Cryptographic operations involving keys which require user authentication to take place for every operation can only use biometric authentication. This is achieved by initializing a cryptographic operation (Signature, Cipher, Mac) with the key, wrapping it into a BiometricPrompt.CryptoObject, invoking BiometricPrompt.authenticate with CryptoObject, and proceeding with the cryptographic operation only if the authentication flow succeeds.

Cryptographic operations involving keys which are authorized to be used for a duration of time after a successful user authentication event can only use secure lock screen authentication. These cryptographic operations will throw UserNotAuthenticatedException during initialization if the user needs to be authenticated to proceed. This situation can be resolved by the user unlocking the secure lock screen of the Android or by going through the confirm credential flow initiated by KeyguardManager#createConfirmDeviceCredentialIntent(CharSequence, CharSequence). Once resolved, initializing a new cryptographic operation using this key (or any other key which is authorized to be used for a fixed duration of time after user authentication) should succeed provided the user authentication flow completed successfully.

Parameters
seconds	int: duration in seconds or -1 if user authentication must take place for every use of the key. Value is -1 or greater

Returns
KeyProtection.Builder	This value cannot be null.

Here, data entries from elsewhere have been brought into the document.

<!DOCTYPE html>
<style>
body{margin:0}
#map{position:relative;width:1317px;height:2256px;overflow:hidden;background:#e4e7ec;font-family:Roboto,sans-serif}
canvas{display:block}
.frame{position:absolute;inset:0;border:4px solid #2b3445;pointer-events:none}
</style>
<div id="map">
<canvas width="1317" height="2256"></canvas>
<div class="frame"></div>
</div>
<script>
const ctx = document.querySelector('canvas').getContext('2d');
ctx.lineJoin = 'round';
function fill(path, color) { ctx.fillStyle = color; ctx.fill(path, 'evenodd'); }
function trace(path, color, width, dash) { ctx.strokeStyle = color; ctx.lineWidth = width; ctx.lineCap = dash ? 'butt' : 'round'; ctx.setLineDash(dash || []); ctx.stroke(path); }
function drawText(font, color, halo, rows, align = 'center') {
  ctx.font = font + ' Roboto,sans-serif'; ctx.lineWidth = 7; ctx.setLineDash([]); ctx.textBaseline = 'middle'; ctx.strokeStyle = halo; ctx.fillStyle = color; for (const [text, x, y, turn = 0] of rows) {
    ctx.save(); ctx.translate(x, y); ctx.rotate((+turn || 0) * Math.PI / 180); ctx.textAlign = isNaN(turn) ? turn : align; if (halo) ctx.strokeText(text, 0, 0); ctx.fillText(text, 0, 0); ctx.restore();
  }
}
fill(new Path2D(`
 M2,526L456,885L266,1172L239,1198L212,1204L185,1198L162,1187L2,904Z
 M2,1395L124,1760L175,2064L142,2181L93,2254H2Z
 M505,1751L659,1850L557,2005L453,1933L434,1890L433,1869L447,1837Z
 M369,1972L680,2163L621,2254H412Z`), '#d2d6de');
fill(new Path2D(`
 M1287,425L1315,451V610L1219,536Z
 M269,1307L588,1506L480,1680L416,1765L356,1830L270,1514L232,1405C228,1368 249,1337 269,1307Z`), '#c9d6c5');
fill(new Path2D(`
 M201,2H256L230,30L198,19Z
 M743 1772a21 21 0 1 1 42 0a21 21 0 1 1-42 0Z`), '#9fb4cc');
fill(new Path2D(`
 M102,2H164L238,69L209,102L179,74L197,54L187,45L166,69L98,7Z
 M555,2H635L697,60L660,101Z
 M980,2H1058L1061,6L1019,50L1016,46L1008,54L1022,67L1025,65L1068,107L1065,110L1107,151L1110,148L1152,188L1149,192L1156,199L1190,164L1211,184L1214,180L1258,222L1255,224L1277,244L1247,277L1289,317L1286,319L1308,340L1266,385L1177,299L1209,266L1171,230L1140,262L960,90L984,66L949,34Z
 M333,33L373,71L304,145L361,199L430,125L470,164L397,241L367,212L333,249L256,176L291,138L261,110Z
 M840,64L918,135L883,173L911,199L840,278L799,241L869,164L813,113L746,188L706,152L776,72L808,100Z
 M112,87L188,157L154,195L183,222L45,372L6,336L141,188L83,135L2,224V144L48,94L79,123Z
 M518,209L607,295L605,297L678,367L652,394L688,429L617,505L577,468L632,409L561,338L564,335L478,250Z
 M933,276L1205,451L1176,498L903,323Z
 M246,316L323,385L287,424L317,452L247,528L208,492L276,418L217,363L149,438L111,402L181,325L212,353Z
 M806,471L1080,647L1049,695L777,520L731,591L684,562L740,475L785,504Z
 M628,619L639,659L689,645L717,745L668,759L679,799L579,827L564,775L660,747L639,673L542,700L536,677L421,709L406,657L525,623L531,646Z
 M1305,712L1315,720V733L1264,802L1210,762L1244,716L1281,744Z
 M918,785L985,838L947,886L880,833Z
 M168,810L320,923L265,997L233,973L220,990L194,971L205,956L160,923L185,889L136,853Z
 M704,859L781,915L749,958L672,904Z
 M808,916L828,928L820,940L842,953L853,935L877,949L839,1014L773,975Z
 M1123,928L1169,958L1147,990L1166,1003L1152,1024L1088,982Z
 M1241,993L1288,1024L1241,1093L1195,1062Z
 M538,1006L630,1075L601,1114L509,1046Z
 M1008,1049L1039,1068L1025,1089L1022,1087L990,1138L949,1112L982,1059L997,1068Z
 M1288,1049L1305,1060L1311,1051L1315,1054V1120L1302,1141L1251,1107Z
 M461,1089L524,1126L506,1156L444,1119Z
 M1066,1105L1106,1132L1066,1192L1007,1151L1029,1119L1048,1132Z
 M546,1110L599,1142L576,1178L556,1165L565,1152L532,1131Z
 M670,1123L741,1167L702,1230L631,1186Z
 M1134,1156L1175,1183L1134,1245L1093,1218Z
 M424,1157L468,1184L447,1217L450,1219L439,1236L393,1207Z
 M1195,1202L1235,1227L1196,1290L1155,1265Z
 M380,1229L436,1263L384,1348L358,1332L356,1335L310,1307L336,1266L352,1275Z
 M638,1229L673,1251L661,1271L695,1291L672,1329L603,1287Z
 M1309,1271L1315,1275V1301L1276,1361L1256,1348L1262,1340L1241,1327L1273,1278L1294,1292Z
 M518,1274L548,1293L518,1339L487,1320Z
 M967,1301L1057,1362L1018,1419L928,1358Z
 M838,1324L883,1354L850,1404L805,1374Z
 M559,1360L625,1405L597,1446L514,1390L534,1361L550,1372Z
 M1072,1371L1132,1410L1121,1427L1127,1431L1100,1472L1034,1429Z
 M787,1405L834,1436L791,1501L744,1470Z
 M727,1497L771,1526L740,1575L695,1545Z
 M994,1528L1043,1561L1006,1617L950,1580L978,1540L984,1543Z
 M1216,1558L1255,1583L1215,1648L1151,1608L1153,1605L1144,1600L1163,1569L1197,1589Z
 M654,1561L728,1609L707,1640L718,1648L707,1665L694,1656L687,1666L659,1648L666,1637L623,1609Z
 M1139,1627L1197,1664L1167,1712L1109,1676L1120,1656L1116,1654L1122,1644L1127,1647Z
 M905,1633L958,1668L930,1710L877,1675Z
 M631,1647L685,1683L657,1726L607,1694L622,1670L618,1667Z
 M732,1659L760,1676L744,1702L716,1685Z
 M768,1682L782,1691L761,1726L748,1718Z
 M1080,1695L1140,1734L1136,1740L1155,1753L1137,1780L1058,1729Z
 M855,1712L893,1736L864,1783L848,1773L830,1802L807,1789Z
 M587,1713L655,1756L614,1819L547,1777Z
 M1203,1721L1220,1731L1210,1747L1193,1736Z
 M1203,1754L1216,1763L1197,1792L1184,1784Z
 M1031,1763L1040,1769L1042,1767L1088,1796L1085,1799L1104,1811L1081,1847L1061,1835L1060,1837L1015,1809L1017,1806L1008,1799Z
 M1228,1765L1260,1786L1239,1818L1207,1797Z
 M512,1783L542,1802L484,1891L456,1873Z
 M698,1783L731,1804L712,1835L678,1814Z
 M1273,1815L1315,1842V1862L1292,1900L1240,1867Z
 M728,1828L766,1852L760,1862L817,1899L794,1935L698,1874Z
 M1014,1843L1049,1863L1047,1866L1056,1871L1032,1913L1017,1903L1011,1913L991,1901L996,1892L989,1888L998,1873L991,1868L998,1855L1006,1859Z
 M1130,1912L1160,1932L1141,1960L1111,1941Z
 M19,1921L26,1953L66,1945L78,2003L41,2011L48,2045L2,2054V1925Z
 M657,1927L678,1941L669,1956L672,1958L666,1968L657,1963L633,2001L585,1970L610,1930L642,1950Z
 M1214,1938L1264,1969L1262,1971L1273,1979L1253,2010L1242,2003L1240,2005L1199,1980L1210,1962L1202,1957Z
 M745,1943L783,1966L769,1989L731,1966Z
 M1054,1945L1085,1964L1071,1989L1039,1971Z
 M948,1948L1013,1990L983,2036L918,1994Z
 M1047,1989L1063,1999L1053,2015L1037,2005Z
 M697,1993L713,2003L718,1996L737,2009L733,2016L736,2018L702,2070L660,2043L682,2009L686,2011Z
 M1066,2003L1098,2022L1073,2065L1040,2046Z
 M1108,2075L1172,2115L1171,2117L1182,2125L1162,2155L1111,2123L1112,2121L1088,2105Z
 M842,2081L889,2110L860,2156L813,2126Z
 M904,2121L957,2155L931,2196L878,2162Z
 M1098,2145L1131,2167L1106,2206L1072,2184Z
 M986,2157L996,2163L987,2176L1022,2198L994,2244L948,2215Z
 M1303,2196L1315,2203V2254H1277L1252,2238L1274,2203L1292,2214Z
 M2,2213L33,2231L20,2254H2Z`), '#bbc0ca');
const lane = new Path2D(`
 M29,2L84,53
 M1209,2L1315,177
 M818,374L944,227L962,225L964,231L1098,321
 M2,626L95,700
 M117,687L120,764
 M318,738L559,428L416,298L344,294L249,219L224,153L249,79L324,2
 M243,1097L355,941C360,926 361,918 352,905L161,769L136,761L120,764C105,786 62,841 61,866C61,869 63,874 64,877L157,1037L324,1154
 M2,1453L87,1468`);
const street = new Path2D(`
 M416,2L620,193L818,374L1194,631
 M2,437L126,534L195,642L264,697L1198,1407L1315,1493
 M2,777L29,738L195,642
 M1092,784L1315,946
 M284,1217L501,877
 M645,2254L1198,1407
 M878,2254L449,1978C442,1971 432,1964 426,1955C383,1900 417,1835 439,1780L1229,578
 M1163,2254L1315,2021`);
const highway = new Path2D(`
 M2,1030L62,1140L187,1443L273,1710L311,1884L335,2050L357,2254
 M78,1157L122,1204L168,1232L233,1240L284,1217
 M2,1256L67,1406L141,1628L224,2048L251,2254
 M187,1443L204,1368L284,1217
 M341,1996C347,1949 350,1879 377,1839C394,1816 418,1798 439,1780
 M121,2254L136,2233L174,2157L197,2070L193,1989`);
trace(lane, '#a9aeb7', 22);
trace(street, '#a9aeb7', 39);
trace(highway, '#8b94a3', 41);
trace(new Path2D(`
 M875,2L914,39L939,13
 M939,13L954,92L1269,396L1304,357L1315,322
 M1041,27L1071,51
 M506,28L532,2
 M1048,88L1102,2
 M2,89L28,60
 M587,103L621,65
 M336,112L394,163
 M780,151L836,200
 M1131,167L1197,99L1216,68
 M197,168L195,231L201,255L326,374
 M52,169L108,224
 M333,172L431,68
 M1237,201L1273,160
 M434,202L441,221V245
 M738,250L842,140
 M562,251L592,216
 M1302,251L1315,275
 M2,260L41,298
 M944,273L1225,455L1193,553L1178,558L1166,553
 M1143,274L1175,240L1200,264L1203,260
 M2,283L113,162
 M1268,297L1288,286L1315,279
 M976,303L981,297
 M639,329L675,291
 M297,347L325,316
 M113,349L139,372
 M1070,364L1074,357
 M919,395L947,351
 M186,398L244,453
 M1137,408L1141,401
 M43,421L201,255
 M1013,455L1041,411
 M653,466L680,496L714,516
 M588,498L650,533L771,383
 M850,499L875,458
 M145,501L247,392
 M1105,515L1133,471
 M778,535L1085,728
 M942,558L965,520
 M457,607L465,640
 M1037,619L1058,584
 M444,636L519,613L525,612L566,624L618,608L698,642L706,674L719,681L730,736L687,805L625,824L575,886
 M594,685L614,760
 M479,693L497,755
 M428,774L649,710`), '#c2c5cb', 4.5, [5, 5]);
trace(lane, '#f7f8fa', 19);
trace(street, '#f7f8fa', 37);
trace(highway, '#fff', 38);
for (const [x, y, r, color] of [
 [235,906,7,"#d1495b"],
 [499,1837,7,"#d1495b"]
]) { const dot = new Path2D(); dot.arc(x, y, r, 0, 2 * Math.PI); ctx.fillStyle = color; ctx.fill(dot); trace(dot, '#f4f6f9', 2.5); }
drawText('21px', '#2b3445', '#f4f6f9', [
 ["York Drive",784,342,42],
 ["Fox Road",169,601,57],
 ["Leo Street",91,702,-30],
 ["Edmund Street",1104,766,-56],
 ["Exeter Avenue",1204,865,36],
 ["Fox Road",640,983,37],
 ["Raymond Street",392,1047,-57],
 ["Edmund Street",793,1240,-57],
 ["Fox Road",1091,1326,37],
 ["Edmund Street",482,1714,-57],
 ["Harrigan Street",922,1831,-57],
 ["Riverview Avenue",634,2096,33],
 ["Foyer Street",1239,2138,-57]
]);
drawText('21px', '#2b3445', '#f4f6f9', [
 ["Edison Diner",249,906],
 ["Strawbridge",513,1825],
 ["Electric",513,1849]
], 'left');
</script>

setUserConfirmationRequired

public KeyProtection.Builder setUserConfirmationRequired (boolean required)

Sets whether this key is authorized to be used only for messages confirmed by the user. Confirmation is separate from user authentication (see setUserAuthenticationRequired(boolean)). Keys can be created that require confirmation but not user authentication, or user authentication but not confirmation, or both. Confirmation verifies that some user with physical possession of the device has approved a displayed message. User authentication verifies that the correct user is present and has authenticated.

This authorization applies only to secret key and private key operations. Public key operations are not restricted. See ConfirmationPrompt class for more details about user confirmations.

Parameters
required	boolean

Returns
KeyProtection.Builder	This value cannot be null.

setUserPresenceRequired

public KeyProtection.Builder setUserPresenceRequired (boolean required)

Sets whether a test of user presence is required to be performed between the Signature.initSign() and Signature.sign() method calls. It requires that the KeyStore implementation have a direct way to validate the user presence for example a KeyStore hardware backed strongbox can use a button press that is observable in hardware. A test for user presence is tangential to authentication. The test can be part of an authentication step as long as this step can be validated by the hardware protecting the key and cannot be spoofed. For example, a physical button press can be used as a test of user presence if the other pins connected to the button are not able to simulate a button press. There must be no way for the primary processor to fake a button press, or that button must not be used as a test of user presence.

Parameters
required	boolean

Returns
KeyProtection.Builder	This value cannot be null.